◆ EXERCISE PROMPT
Where does the word "thumb" occur in the material? Copy each line that has it.

◆ MATERIAL FOR THE TASK

━━━

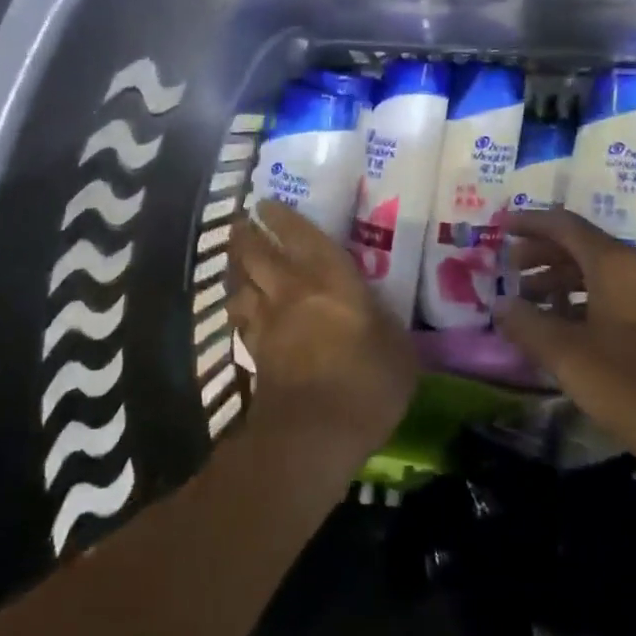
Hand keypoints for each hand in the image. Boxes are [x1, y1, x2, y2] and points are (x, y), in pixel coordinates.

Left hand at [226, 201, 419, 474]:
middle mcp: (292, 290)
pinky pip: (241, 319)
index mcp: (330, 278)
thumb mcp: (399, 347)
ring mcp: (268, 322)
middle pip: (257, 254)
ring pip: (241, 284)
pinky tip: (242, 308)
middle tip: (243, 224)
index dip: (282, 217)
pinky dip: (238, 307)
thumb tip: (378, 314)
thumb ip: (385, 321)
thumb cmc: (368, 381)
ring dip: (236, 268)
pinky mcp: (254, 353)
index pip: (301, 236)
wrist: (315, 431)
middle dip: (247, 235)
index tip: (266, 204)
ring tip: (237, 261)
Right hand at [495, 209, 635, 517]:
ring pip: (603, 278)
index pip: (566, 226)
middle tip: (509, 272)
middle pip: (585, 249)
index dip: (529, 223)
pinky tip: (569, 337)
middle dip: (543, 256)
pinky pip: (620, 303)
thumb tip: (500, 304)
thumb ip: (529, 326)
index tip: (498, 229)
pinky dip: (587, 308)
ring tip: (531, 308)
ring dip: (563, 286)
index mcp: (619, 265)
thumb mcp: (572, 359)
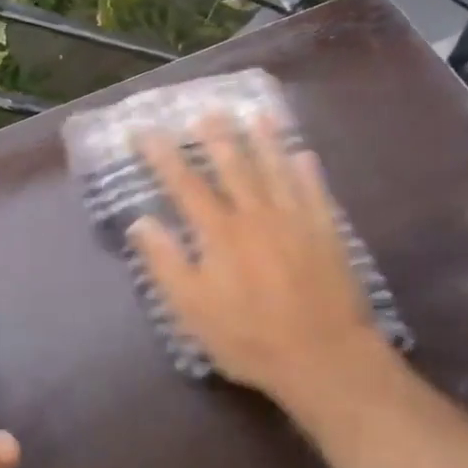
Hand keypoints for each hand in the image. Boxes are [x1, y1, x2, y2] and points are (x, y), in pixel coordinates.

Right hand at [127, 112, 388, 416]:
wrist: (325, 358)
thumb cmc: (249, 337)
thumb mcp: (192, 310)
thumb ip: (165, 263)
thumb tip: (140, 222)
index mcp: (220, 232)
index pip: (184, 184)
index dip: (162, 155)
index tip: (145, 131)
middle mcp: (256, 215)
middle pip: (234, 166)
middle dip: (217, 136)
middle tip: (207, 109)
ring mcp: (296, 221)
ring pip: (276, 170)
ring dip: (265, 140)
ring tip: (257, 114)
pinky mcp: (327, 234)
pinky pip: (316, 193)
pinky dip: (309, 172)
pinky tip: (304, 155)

━━━

◆ TASK OUTPUT
thumb mcp: (399, 347)
thumb tip: (378, 314)
thumb ip: (385, 321)
thumb cmc: (368, 381)
thumb tip: (500, 304)
thumb ip: (529, 326)
thumb mcp: (572, 359)
thumb cmc: (249, 337)
thumb mcp: (192, 310)
thumb ip: (165, 263)
thumb tip: (140, 222)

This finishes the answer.